MEDICAL LIBRARY 書評・新刊案内
書評
2022.05.30 週刊医学界新聞(看護号):第3471号より
《評者》 安藤 かよ子 安城市医師会安城碧海看護専門学校顧問(前・副学校長)
看護コミュニケーションの新たな時代をバックアップ
スムーズな人間関係の構築は,日常生活を送る上で欠かせないものです。社会生活の変化によりコミュニケーションの方法は変化していきます。まさに今,コロナ禍におけるマスク越しの会話で十分なコミュニケーションが難しくなっていることを皆さん実感されているのではないでしょうか。マスク越しのコミュニケーションの中で学生は教員に対して①目が笑っていない,②怖く感じる,③声が通らないので何を言われているかわからないし聞き返せない,といった理由から関係構築に弊害があると感じていることがあります。本書第2版では,そのような社会の変化,つまりコロナ禍の時代に合わせた内容も追加されました。マスク着用時の研究結果から,声のトーンや表情・距離の取り方などのポイントが記されており,ことわざで「目は口ほどに物を言う」と言われているように,マスク着用時のコミュニケーションのマイナス面ばかりでなくメリットも掲載されています。
初版は,共感・傾聴などの基本的な技術や具体的なコミュニケーション方法が図や絵などを用いて紹介されており,学生にとってわかりやすく学べる内容でした。また,各章の最後に「確認テスト」があることで,何が大切か言語の違いや使い方などがリフレクションできる内容になっていましたが,第2版でもそれらが踏襲されています。コミュニケーションは,ケア提供者や患者の性格,その場の雰囲気などで異なりますが,自己表現を振り返るために役立つ「コミュニケーション評価の視点」や「臨床で活用できる事例」もたくさんありますので,学生にとって良い教本です。初版と同様に,「あなたなら何と答えますか?」など,Q&Aの事例や,ロールプレイ用のシナリオ,患者からの申し出の断り方など,すぐに活用できることが多く紹介されています。
今回新たに「第13章 新たな時代のコミュニケーション」が追加され,「ディスプレイを介したコミュニケーション」や「1対1以外のコミュニケーション」が紹介されています。特に最近導入する施設が増えつつある看護方式のPNS®(Partnership Nursing System)は,ぜひ注目して理解し身につけてもらいたい内容です。
この『看護コミュニケーション 基礎から学ぶスキルとトレーニング 第2版』は,看護学生だけでなく看護師にとっても人間関係構築の原点に立ち戻ることができますので,手元に置いておくことをお薦めします。触れてほしいコミュニケーションスキルが満載の魅力ある一冊となっています。
《評者》 池松 裕子 修文大教授・看護学
知識に基づく思いやりにあふれた看護のために
昨今の外科的治療の進歩は,ロボット支援手術や低侵襲手術の普及を中心に目覚ましく,それに伴って看護も変わってきている。短期間で次々と術式が世代交代する時代にあっては,定型的な「〇〇術後患者の看護」は通用せず,周手術期の最前線では,目の前の患者にどのような手術が行われたかを理解し,それによって演繹的に看護を導く能力が求められる。

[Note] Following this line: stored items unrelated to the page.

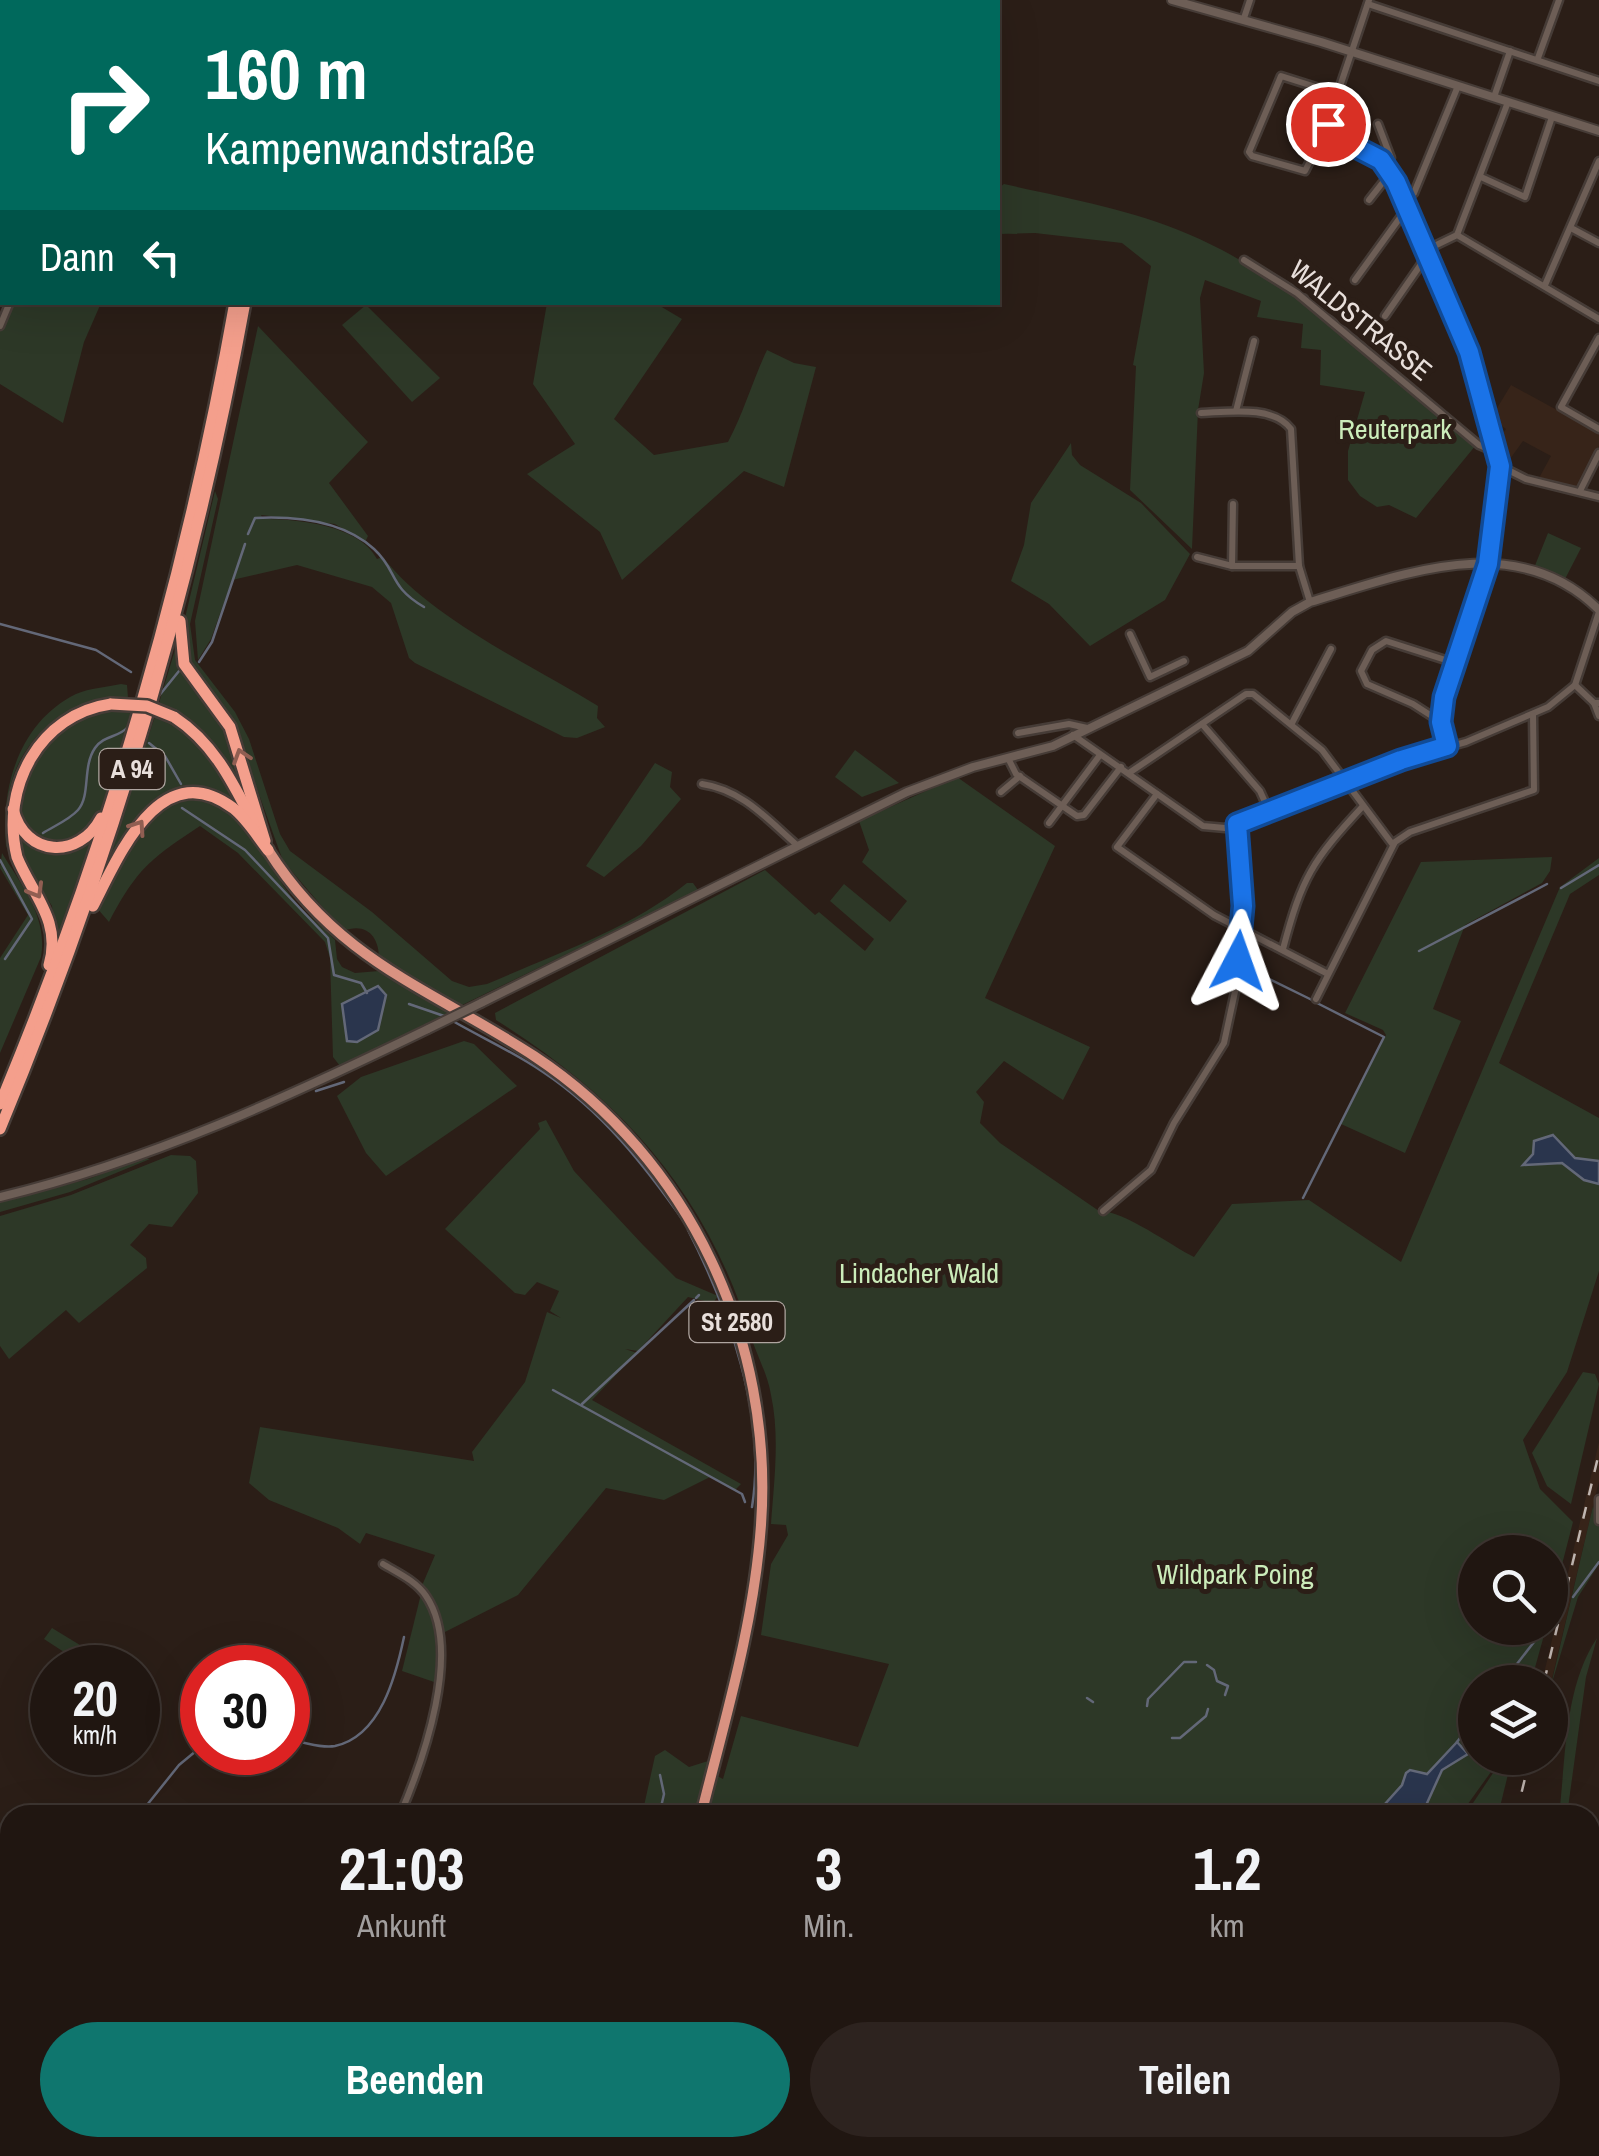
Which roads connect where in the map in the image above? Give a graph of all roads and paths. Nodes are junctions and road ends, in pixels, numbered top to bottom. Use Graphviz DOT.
graph roads {
  1 [pos="1172,0"];
  2 [pos="1250,0"];
  3 [pos="1559,0"];
  4 [pos="1368,2"];
  5 [pos="1244,18"];
  6 [pos="1510,51"];
  7 [pos="1353,52"];
  8 [pos="1538,58"];
  9 [pos="1599,81"];
  10 [pos="1458,86"];
  11 [pos="1338,94"];
  12 [pos="1494,97"];
  13 [pos="1508,102"];
  14 [pos="1552,117"];
  15 [pos="1378,124"];
  16 [pos="1325,131"];
  17 [pos="1599,131"];
  18 [pos="1599,161"];
  19 [pos="1389,169"];
  20 [pos="1596,177"];
  21 [pos="1482,178"];
  22 [pos="1369,200"];
  23 [pos="1406,205"];
  24 [pos="1571,228"];
  25 [pos="1457,234"];
  26 [pos="1599,243"];
  27 [pos="1425,254"];
  28 [pos="1244,260"];
  29 [pos="1355,280"];
  30 [pos="1545,284"];
  31 [pos="234,305"];
  32 [pos="243,305"];
  33 [pos="1384,316"];
  34 [pos="1599,319"];
  35 [pos="1599,338"];
  36 [pos="1254,341"];
  37 [pos="1236,411"];
  38 [pos="1201,413"];
  39 [pos="1599,429"];
  40 [pos="1496,445"];
  41 [pos="1599,453"];
  42 [pos="1500,466"];
  43 [pos="1580,491"];
  44 [pos="1599,497"];
  45 [pos="1233,504"];
  46 [pos="1197,557"];
  47 [pos="1488,564"];
  48 [pos="1232,566"];
  49 [pos="1299,566"];
  50 [pos="182,593"];
  51 [pos="1310,602"];
  52 [pos="1599,611"];
  53 [pos="1130,634"];
  54 [pos="1331,649"];
  55 [pos="1184,661"];
  56 [pos="1455,663"];
  57 [pos="1172,666"];
  58 [pos="1179,683"];
  59 [pos="1575,684"];
  60 [pos="1596,703"];
  61 [pos="1533,715"];
  62 [pos="1599,716"];
  63 [pos="1441,722"];
  64 [pos="1292,723"];
  65 [pos="1202,724"];
  66 [pos="1087,728"];
  67 [pos="1018,733"];
  68 [pos="1074,735"];
  69 [pos="1447,746"];
  70 [pos="1100,755"];
  71 [pos="1008,758"];
  72 [pos="1120,767"];
  73 [pos="1129,773"];
  74 [pos="1020,776"];
  75 [pos="1347,782"];
  76 [pos="702,784"];
  77 [pos="116,789"];
  78 [pos="1001,792"];
  79 [pos="1158,794"];
  80 [pos="11,800"];
  81 [pos="1062,805"];
  82 [pos="1364,806"];
  83 [pos="1268,811"];
  84 [pos="1049,823"];
  85 [pos="1237,824"];
  86 [pos="1393,845"];
  87 [pos="798,846"];
  88 [pos="268,850"];
  89 [pos="1240,929"];
  90 [pos="74,943"];
  91 [pos="1282,950"];
  92 [pos="1328,974"];
  93 [pos="46,990"];
  94 [pos="1316,999"];
  95 [pos="0,1104"];
  96 [pos="0,1129"];
  97 [pos="0,1196"];
  98 [pos="1103,1211"];
  99 [pos="1599,1499"];
  100 [pos="1599,1522"];
  101 [pos="382,1564"];
  102 [pos="403,1805"];
  103 [pos="703,1805"];
  1 -- 5 [label="street"];
  2 -- 5 [label="street"];
  3 -- 8 [label="street"];
  4 -- 6 [label="street"];
  4 -- 7 [label="street"];
  5 -- 7 [label="street"];
  6 -- 8 [label="street"];
  6 -- 12 [label="street"];
  7 -- 10 [label="street"];
  7 -- 11 [label="street"];
  8 -- 9 [label="street"];
  10 -- 12 [label="street"];
  10 -- 23 [label="street"];
  11 -- 16 [label="street"];
  11 -- 16 [label="street"];
  12 -- 13 [label="street"];
  13 -- 14 [label="street"];
  13 -- 21 [label="street"];
  14 -- 17 [label="street"];
  14 -- 21 [label="street"];
  15 -- 19 [label="street"];
  16 -- 19 [label="street"];
  18 -- 20 [label="street"];
  19 -- 22 [label="street"];
  19 -- 23 [label="street"];
  20 -- 24 [label="street"];
  21 -- 25 [label="street"];
  23 -- 27 [label="street"];
  23 -- 29 [label="street"];
  24 -- 26 [label="street"];
  24 -- 30 [label="street"];
  25 -- 27 [label="street"];
  25 -- 30 [label="street"];
  27 -- 33 [label="street"];
  27 -- 40 [label="street"];
  28 -- 40 [label="street, WALDSTRASSE"];
  30 -- 34 [label="street"];
  31 -- 77 [label="highway, A 94"];
  32 -- 50 [label="highway, A 94"];
  35 -- 39 [label="street"];
  36 -- 37 [label="street"];
  37 -- 38 [label="street"];
  37 -- 49 [label="street"];
  40 -- 42 [label="street"];
  41 -- 43 [label="street"];
  42 -- 43 [label="street"];
  42 -- 47 [label="street"];
  43 -- 44 [label="street"];
  45 -- 48 [label="street"];
  46 -- 48 [label="street"];
  47 -- 51 [label="street"];
  47 -- 52 [label="street"];
  47 -- 56 [label="street"];
  48 -- 49 [label="street"];
  49 -- 51 [label="street"];
  88 -- 50 [label="highway, one-way"];
  50 -- 90 [label="highway, A 94"];
  51 -- 58 [label="street"];
  52 -- 59 [label="street"];
  53 -- 57 [label="street"];
  54 -- 64 [label="street"];
  55 -- 57 [label="street"];
  56 -- 63 [label="street"];
  56 -- 63 [label="street"];
  57 -- 58 [label="street"];
  58 -- 66 [label="street"];
  59 -- 60 [label="street"];
  59 -- 61 [label="street"];
  60 -- 62 [label="street"];
  61 -- 69 [label="street"];
  61 -- 86 [label="street"];
  63 -- 69 [label="street"];
  64 -- 65 [label="street"];
  64 -- 75 [label="street"];
  65 -- 73 [label="street"];
  65 -- 83 [label="street"];
  66 -- 67 [label="street"];
  66 -- 68 [label="street"];
  68 -- 70 [label="street"];
  68 -- 71 [label="street"];
  69 -- 75 [label="street"];
  70 -- 72 [label="street"];
  70 -- 81 [label="street"];
  71 -- 74 [label="street"];
  71 -- 87 [label="street"];
  72 -- 73 [label="street"];
  72 -- 81 [label="street"];
  73 -- 79 [label="street"];
  74 -- 78 [label="street"];
  74 -- 81 [label="street"];
  75 -- 82 [label="street"];
  75 -- 83 [label="street"];
  76 -- 87 [label="street"];
  77 -- 80 [label="highway"];
  77 -- 93 [label="highway, A 94"];
  79 -- 85 [label="street"];
  79 -- 89 [label="street"];
  80 -- 88 [label="highway, St 2580, bridge"];
  80 -- 93 [label="highway, one-way"];
  81 -- 84 [label="street"];
  82 -- 86 [label="street"];
  82 -- 91 [label="street"];
  83 -- 85 [label="street"];
  85 -- 89 [label="street"];
  86 -- 92 [label="street"];
  87 -- 97 [label="street, bridge"];
  90 -- 88 [label="highway, one-way"];
  88 -- 103 [label="highway, St 2580"];
  89 -- 91 [label="street"];
  89 -- 98 [label="street"];
  90 -- 96 [label="highway, A 94"];
  91 -- 92 [label="street"];
  92 -- 94 [label="street"];
  93 -- 95 [label="highway, A 94"];
  99 -- 100 [label="street"];
  101 -- 102 [label="street"];
}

このたび,『周術期の臨床判断を磨くII――術式による機能変化から導く看護』が刊行された。これは同じ著者による『周術期の臨床判断を磨く――手術侵襲と生体反応から導く看護』の続編として出されたものである。先行書では,外科的手術という侵襲に対する全身的な変化を局所変化/修復や心理的反応をも含めて解説し,これらの知識に基づいて看護を考えるように導いてある。このような知識および思考過程に,個々の患者の術式の理解を加味することによって,術後の経過を予測したり,変化に対応したりすることが可能となる。
本書では患者の受けた手術を理解するための基礎知識として,それぞれの臓器の位置,機能,血管・神経支配などを図示し,術後の患者のからだがどうなっているか,理解を促進する。そして,手術による変化に応じた標準的な看護診断/共同問題および看護計画の例を示してある。読者は,基礎知識から看護計画への流れ,そして看護を考える思考過程を学ぶことができる。したがって,本書は読者が自分の知りたいことだけを選んで調べるのではなく,ぜひ,一つひとつの章を最初から最後まで通して読んでほしい。それをいくつかの手術について繰り返すことによって,看護を考える思考過程が身についていくことであろう。それが身につけば,個々の患者の身体的/心理的/社会的/スピリチュアルな反応の違いにも対応し,個別性のある看護を考えることができるのではないだろうか。